Spanish retail sales plunge to new lows this morning. Hardly surprising that retail sales are poor in Spain currently but it looks like a pretty dramatic fall off a cliff. Last month retail sales in Spain showed a 2% contraction. Retail sales this month came in at at rather worse 10% contraction so a rather worrying trend forming there. Many will point to how austerity regimes are hurting economies rather than helping them but that to me is a bit of a short-term reaction. Things have to get worse before they get better. That’s the pain of deleveraging.

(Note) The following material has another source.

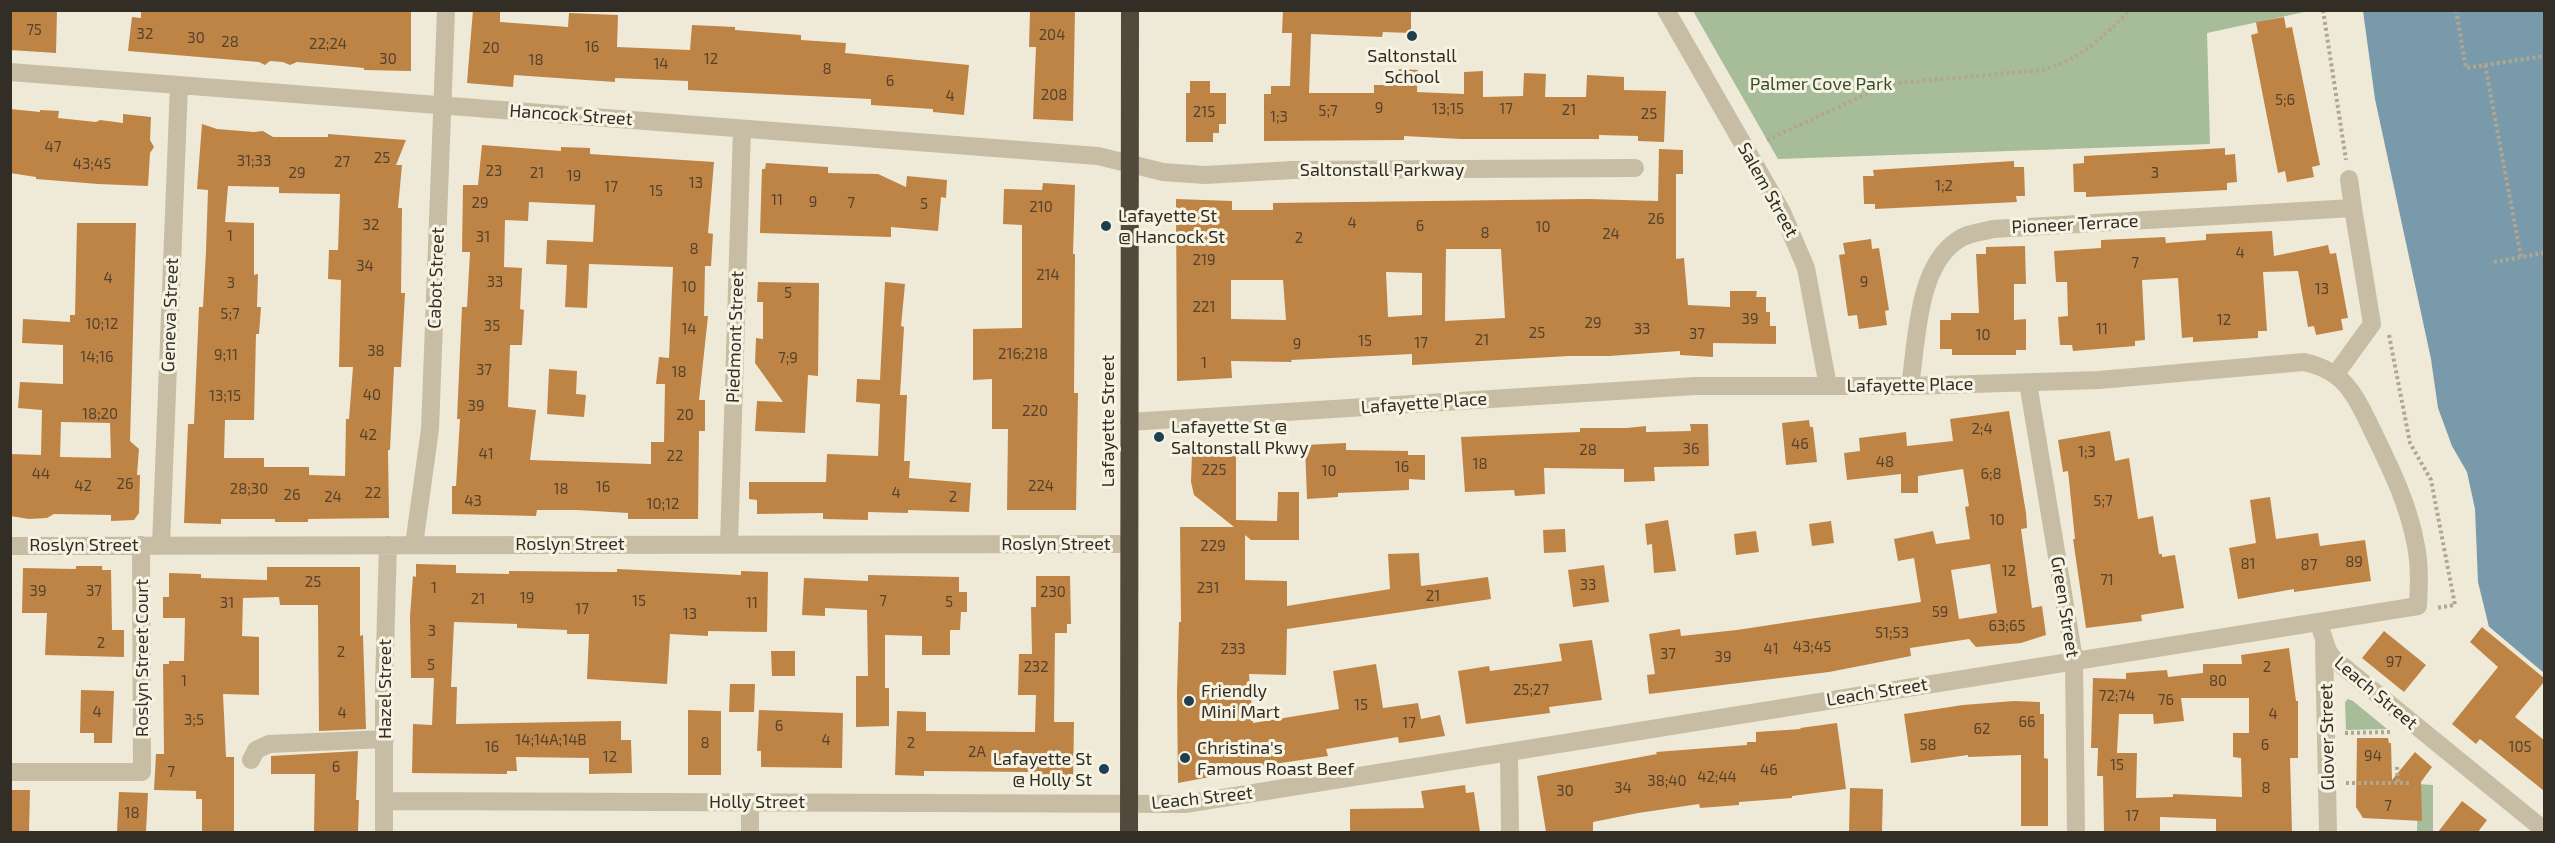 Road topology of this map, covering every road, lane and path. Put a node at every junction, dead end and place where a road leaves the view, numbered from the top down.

In contrast of Spain and support of austerity regimes Ireland printed a positive retail sales figure last week and a gain on the previous month. While I will not be as bold as to call a bottom to the recession in Ireland it certainly appears to be on the right tracks. There is still of course potential for double dip as there always is but you could point to how the effective “poster boys ” for austerity have evolved and showings signs of a recovery. I wont get on to a debate on the physcology behind why Ireland seemed to bend to the austerity regime easier than our more southern European neighbours like Greece and Spain. I’m sure there was a lot of grumbling and a few strikes but it seemed like there was not the same backlash against austerity in terms of rioting on the streets as there was in our more fiery neighbours lands. Perhaps this “keep calm and carry on” attitude has shown that austerity can work when you get the buy in or at least compliance of the people.
At worst Irish retail sales plunged to -15% back in 09 and since then there have been a few bumps along the way but for the most of it we have been hovering above and below the zero growth area for a while now. With our presence back in the debt markets and yields falling through relatively natural causes i.e pre EU government debt backstop Ireland has a very good shot at emerging from this malaise if and when there is a sniff of global growth. It is all well and good to say we have done our bit and taken it on the chin and got on with it but we are also at the mercy of international markets and need some signs of recovery around the world to really set Ireland on the correct path. I do feel though that our acceptance of the austerity regime will stand to us in the future and should have put us in good standing with the EU, IMF and global trading partners, what we need know is to capitalise on this.